Building a faster hash table for high performance SQL joins

  • Since the blog post mentioned a PR to replace linear probing with Robin Hood, I just wanted to mention that I found bidirectional linear probing to outperform Robin Hood across the board in my Java integer set benchmarks:

    https://github.com/senderista/hashtable-benchmarks/blob/mast...

    https://github.com/senderista/hashtable-benchmarks/wiki/64-b...

  • I always enjoy reading stuff written by Andrey, he's a brilliant fellow for sure.

    Can highly recommend his personal blog as well: https://puzpuzpuz.dev/

  • From article

    "Imagine that we run this query over a few hundred million rows. This means at least a few hundred million hash table operations. As you might imagine, a slow hash table would make for a slower query. A faster hash table? Faster queries!"

    I'll read the article properly after this, this is just a quick skim, but I can't see this quote can be correct. Unless I'm missing something, hashing function is fast compared to random bouncing around inside ram – very much faster then random memory accesses. So I can't see how it make a difference.

    Okay, I'll read the article now…

    Edit:

    "If you insert "John" and then "Jane" string keys into a FastMap, then that would later become the iteration order. While it doesn't sound like a big deal for most applications, this guarantee is important in the database world.

    If the underlying table data or index-based access returns sorted data, then we may want to keep the order to avoid having to sort the result set. This is helpful in case of a query with an ORDER BY clause. Performance-wise, direct iteration over the heap is also beneficial as it means sequential memory access."

    but "...if the underlying table data or index-based access returns sorted data..." Then you've got sorted data, in which case use a merge join instead of a hash join surely.

  • Hi, I'm curious how you deal with the potential for hash collisions across a large data set - is that a post-join check?

  • Serious question, if performance is the lynchpin, why write it in Java?

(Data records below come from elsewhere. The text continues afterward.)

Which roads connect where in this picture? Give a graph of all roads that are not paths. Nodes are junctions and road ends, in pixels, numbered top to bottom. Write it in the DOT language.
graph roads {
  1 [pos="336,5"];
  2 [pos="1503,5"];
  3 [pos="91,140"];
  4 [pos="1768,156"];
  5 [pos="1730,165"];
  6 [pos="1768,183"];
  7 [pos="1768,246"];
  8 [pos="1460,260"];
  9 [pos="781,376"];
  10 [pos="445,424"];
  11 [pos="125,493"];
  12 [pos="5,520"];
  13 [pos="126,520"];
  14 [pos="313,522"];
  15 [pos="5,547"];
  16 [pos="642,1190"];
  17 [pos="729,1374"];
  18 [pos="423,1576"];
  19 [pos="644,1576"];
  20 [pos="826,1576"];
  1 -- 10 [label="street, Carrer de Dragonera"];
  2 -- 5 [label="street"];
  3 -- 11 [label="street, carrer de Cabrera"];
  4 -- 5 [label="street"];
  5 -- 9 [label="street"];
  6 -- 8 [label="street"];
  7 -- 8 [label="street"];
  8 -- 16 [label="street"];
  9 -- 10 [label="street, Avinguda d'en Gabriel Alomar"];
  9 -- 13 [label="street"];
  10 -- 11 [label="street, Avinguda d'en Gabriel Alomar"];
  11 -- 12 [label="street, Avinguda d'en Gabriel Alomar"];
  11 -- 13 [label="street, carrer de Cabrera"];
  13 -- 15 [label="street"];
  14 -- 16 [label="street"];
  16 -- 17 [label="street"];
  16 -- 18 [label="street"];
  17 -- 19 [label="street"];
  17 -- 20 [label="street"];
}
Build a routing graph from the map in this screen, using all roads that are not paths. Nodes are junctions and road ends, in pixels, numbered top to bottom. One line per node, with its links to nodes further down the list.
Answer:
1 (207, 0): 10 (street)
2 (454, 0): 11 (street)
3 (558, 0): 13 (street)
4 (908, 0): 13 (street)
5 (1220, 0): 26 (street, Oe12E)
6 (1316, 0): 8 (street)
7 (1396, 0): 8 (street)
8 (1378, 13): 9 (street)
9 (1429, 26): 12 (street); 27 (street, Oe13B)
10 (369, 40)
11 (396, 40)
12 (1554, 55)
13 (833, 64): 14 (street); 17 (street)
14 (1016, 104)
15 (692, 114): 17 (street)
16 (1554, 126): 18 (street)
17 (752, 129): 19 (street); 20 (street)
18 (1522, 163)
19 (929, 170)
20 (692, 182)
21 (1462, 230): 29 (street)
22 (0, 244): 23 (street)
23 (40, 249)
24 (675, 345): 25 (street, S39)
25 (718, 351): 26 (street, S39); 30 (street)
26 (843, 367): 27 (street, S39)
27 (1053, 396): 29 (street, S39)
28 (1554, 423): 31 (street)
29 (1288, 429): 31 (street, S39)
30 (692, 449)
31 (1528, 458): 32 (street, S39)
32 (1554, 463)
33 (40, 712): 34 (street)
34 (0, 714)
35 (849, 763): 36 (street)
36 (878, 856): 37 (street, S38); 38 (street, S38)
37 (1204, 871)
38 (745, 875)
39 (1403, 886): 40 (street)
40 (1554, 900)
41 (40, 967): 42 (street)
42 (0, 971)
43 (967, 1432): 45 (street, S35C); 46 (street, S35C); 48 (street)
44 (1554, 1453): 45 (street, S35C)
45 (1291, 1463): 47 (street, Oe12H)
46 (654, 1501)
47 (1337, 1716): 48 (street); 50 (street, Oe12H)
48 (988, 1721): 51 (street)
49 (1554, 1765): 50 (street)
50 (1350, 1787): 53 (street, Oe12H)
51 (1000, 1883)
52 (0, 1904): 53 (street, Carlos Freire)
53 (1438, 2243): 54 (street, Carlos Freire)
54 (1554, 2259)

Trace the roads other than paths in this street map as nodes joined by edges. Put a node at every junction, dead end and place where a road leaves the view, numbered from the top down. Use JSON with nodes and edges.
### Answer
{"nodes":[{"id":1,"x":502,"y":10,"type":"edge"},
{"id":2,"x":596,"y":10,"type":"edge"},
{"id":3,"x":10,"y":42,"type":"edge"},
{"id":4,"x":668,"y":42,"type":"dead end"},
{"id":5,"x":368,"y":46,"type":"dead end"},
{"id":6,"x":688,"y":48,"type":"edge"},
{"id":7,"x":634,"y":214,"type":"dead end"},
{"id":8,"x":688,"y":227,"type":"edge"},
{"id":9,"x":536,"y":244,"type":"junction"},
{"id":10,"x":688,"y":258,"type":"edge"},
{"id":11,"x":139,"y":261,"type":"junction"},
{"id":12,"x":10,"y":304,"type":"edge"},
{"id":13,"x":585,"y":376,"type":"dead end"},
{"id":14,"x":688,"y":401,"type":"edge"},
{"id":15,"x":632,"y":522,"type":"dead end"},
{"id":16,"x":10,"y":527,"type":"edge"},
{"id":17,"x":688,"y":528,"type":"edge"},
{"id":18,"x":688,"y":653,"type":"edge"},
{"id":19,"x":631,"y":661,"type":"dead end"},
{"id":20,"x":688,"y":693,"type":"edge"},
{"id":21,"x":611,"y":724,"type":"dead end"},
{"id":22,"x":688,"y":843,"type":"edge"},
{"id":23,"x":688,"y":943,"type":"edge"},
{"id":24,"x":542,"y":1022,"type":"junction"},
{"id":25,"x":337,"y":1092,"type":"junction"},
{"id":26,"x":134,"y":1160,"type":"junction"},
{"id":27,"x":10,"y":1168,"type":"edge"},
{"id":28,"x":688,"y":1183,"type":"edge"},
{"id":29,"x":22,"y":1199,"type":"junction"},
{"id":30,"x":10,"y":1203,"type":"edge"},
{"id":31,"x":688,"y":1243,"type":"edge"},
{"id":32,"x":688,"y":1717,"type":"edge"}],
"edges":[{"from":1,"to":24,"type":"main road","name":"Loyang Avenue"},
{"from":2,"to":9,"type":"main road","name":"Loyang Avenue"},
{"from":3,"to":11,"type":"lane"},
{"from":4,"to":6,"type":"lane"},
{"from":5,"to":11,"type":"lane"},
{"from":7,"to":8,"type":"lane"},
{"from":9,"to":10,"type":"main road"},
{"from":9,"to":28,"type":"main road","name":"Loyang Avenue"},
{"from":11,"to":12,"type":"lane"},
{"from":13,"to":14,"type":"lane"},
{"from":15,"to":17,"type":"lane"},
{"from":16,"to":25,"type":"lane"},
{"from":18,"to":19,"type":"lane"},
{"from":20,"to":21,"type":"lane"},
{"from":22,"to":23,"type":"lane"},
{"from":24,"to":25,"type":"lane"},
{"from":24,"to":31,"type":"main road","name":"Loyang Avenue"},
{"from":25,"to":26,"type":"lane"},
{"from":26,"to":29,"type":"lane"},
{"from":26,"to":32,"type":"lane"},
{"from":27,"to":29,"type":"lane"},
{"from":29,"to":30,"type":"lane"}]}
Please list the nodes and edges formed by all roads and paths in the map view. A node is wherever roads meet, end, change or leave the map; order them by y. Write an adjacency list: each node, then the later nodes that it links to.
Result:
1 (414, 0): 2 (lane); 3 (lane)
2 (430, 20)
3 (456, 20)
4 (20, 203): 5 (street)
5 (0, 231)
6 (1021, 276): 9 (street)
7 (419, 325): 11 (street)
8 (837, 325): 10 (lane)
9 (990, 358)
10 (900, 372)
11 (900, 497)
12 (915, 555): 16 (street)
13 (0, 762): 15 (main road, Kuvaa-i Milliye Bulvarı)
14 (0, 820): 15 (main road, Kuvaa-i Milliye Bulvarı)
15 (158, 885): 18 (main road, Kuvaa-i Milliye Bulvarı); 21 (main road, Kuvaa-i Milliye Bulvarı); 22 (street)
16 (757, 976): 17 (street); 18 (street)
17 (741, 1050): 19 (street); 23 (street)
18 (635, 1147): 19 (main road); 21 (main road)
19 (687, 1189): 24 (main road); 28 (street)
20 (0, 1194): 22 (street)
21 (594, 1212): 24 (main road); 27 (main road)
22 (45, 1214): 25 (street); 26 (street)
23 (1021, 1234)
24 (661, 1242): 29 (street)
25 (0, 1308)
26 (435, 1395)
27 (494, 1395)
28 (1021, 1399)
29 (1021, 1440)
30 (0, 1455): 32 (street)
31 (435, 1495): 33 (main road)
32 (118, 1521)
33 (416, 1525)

    Especially considering they use unsafe "heavily", for big joins they could easily just call out to some native code if the surrounding code reaaaaally must be Java (again, why?). It's the worst of both worlds using unsafe Java: you don't get native speed, there's loads of memory overhead from everything being an Object (besides the rest of the VM stuff), and get to "enjoy" GC pauses in the middle of your hot loops, and with fewer safety guarantees than something like Rust.